Monday, 23 December 2013

... and some mineral-encrusted buildings


People have used blocks of broken, cut or polished stone for building and decoration since the dawn of human time. However, it's less common to use individual crystals in buildings.

Thw "Morrua Hilton" is a very fancy 1960s (?) house at the Morrua lithium-tantalum pegmatite in Mozambique. It was built by the brutal Portugese colonial administration in something of a James Bond villain style, with a huge swimming pool, folly castles, and modernist main building. Mineralogically the main building is remarkable, in being clad in large plates of lilac "lepidolite" lithium mica:

Large plates of lepidolite in the walls of the Morrua Hilton
The mine was the scene of fighting in the civil war which was fomented by South Africa and Rhodesia following Mozambique's independence in 1975, but the building has survived. When I visited, the mine was under redevelopment by Noventa. It was also the home of a large garimpeiro community of artisanal tanatalum miners, who extracted tantalum minerals from mine waste, and the local river with extraordinary skill. Noventa has good relations with this community, and is happy to work alongside them.


Another odd mineral-encrusted building can be seen at the Sorbas gypsum caves, in Andalusia, SE Spain. Here, modern buildings beside the visitor centre are harled with glittering blocks of coarse selenite gypsum:

Coarse selenite gypsum bocks coating walls at the Sorbas caves visitor centre


The gypsum deposits of the Sorbas Basin were formed by evaporation of a repeatedly-replenished marginal basin during refilling of the Mediterranean following the great Messinian event when the whole sea dried up. Unlike the fine-grained sabkha gypsum typical of the Permian in the UK, the Sorbas gypsum formed as a mush of large clear selenite crystals on the seafloor - very spectacular rocks.

Lepidolite and gypsum - any offers of other minerals which have been used to coat buildings?

Sunday, 22 December 2013

Lovely rocks in airports...

In January 2013 Volcanoclast's blog asked readers for nice examples of polished rocks in tabletops, and similar decorative settings. I'm a year too late to win any prizes, but this reminded me of some nice rocks I saw in 2011, flying to Mozambique to look at tantalum pegmatites.

First, Dubai. As you might imagine, a very classy airport indeed. The polished stone floors include a lot of beautiful blue sodalite syenite:




I'm not quite sure where this nice rock comes from: there seem to be quite a lot of commercial sources  e.g. Zambia, the Andes, NamibiaBrazil and other places. The abundance of green aegirine(?) in the Dubai floors seems rather like the Azul Bahia rock from the Proterozoic Southern Bahia Province, in Brazil.


Unlike many sodalite syenites, the Dubai floor rock shows very nice preservation of original igneous textures. While much blue sodalite in syenites is probably  the result of post-magmatic replacement, it can also form as a primary magmatic product.

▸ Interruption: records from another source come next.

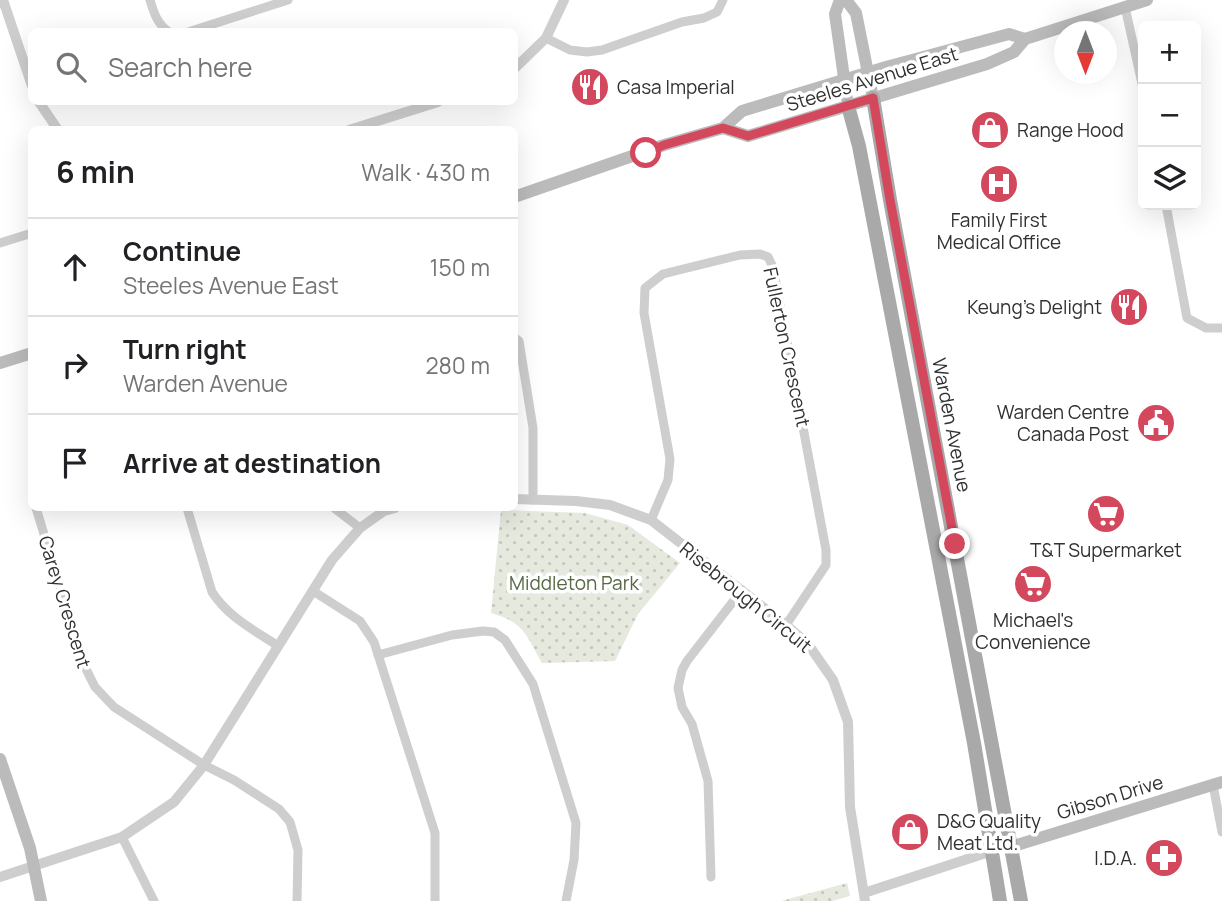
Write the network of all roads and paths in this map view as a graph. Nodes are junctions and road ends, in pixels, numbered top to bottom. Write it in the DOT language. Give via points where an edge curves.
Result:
graph roads {
  1 [pos="3,0"];
  2 [pos="150,0"];
  3 [pos="288,0"];
  4 [pos="565,0"];
  5 [pos="723,0"];
  6 [pos="840,0"];
  7 [pos="846,0"];
  8 [pos="1147,0"];
  9 [pos="1125,7"];
  10 [pos="163,28"];
  11 [pos="200,28"];
  12 [pos="546,38"];
  13 [pos="1025,39"];
  14 [pos="518,65"];
  15 [pos="868,72"];
  16 [pos="28,74"];
  17 [pos="844,79"];
  18 [pos="1142,84"];
  19 [pos="873,98"];
  20 [pos="41,105"];
  21 [pos="428,105"];
  22 [pos="848,106"];
  23 [pos="55,126"];
  24 [pos="362,126"];
  25 [pos="723,128"];
  26 [pos="518,196"];
  27 [pos="1168,210"];
  28 [pos="28,234"];
  29 [pos="0,243"];
  30 [pos="1222,328"];
  31 [pos="518,340"];
  32 [pos="28,354"];
  33 [pos="0,363"];
  34 [pos="518,499"];
  35 [pos="533,500"];
  36 [pos="37,511"];
  37 [pos="188,511"];
  38 [pos="338,511"];
  39 [pos="384,511"];
  40 [pos="651,520"];
  41 [pos="360,528"];
  42 [pos="742,590"];
  43 [pos="313,591"];
  44 [pos="786,625"];
  45 [pos="278,646"];
  46 [pos="956,647"];
  47 [pos="976,654"];
  48 [pos="378,655"];
  49 [pos="0,759"];
  50 [pos="204,765"];
  51 [pos="1217,784"];
  52 [pos="1222,832"];
  53 [pos="122,836"];
  54 [pos="1010,847"];
  55 [pos="992,851"];
  56 [pos="34,866"];
  57 [pos="0,877"];
  58 [pos="711,877"];
  59 [pos="865,897"];
  60 [pos="41,901"];
  61 [pos="154,901"];
  62 [pos="297,901"];
  63 [pos="435,901"];
  64 [pos="566,901"];
  65 [pos="1000,901"];
  66 [pos="1021,901"];
  1 -- 16 [label="street"];
  2 -- 10 [label="street"];
  3 -- 11 [label="street"];
  4 -- 12 [label="street"];
  5 -- 12 [label="street" via="717,12 704,18 602,50 570,50"];
  6 -- 17 [label="main road, Warden Avenue" via="835,14"];
  7 -- 15 [label="main road, Warden Avenue" via="856,13"];
  8 -- 9 [label="main road, Steeles Avenue East"];
  9 -- 13 [label="main road, Steeles Avenue East"];
  9 -- 18 [label="street"];
  12 -- 14 [label="street"];
  13 -- 15 [label="main road, Steeles Avenue East" via="1009,34"];
  13 -- 19 [label="main road, Steeles Avenue East" via="1014,52 987,64"];
  15 -- 17 [label="main road, Steeles Avenue East"];
  15 -- 19 [label="main road, Warden Avenue"];
  17 -- 22 [label="main road, Warden Avenue"];
  17 -- 25 [label="main road, Steeles Avenue East" via="741,111"];
  19 -- 22 [label="main road, Steeles Avenue East"];
  19 -- 47 [label="main road, Warden Avenue"];
  20 -- 23 [label="street"];
  21 -- 24 [label="street"];
  22 -- 25 [label="main road, Steeles Avenue East" via="748,136"];
  22 -- 46 [label="main road, Warden Avenue"];
  25 -- 26 [label="main road, Steeles Avenue East"];
  27 -- 30 [label="street" via="1187,318 1206,328"];
  28 -- 29 [label="street"];
  31 -- 35 [label="street" via="533,428"];
  32 -- 33 [label="main road"];
  34 -- 35 [label="street, Risebrough Circuit"];
  35 -- 40 [label="street, Risebrough Circuit" via="610,505"];
  36 -- 50 [label="street, Carey Crescent" via="95,688 114,707"];
  37 -- 45 [label="street" via="218,602"];
  38 -- 41 [label="street"];
  39 -- 41 [label="street"];
  40 -- 42 [label="street, Risebrough Circuit"];
  40 -- 44 [label="street, Fullerton Crescent" via="668,480 670,459 644,313 645,288 663,274 740,255 768,257 826,551 826,565"];
  41 -- 43 [label="street" via="332,559"];
  42 -- 44 [label="street, Risebrough Circuit"];
  42 -- 58 [label="street" via="687,661 678,688 708,781"];
  43 -- 45 [label="street"];
  43 -- 48 [label="street" via="360,621"];
  44 -- 59 [label="street, Risebrough Circuit" via="822,662 842,701 848,722 853,834"];
  45 -- 50 [label="street"];
  46 -- 47 [label="main road"];
  46 -- 55 [label="main road, Warden Avenue"];
  47 -- 54 [label="main road, Warden Avenue"];
  48 -- 63 [label="street" via="435,833"];
  48 -- 64 [label="street" via="483,631 505,640 533,684 576,823"];
  49 -- 56 [label="main road"];
  50 -- 53 [label="street" via="174,803"];
  50 -- 62 [label="street, Carey Crescent" via="264,798 290,822 298,850"];
  51 -- 52 [label="street"];
  51 -- 54 [label="main road, Gibson Drive"];
  53 -- 56 [label="street"];
  53 -- 61 [label="street"];
  54 -- 55 [label="street"];
  54 -- 66 [label="main road, Warden Avenue"];
  55 -- 59 [label="street"];
  55 -- 65 [label="main road, Warden Avenue"];
  56 -- 57 [label="street"];
  56 -- 60 [label="main road"];
}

Might this be magmatic sodalite in these Dubai floor slabs?


And so on to Oliver Tambo airport, Johannesburg. Again, a lot of very nice polished  natural stone used in the airport. I was particularly impressed by these sabs, showing lovely pegmatitic veins and pods in granite:



Some of the feldspars in these pegmatites even showed traces of moonstone "schiller" effect .The host granite is heterogeneous, and almost banded, maybe suggesting a rather dynamic environment, but the late pegmatite pods have clearly crystallized in situ in very still conditions. Can anybody suggest the source of these beautiful rocks?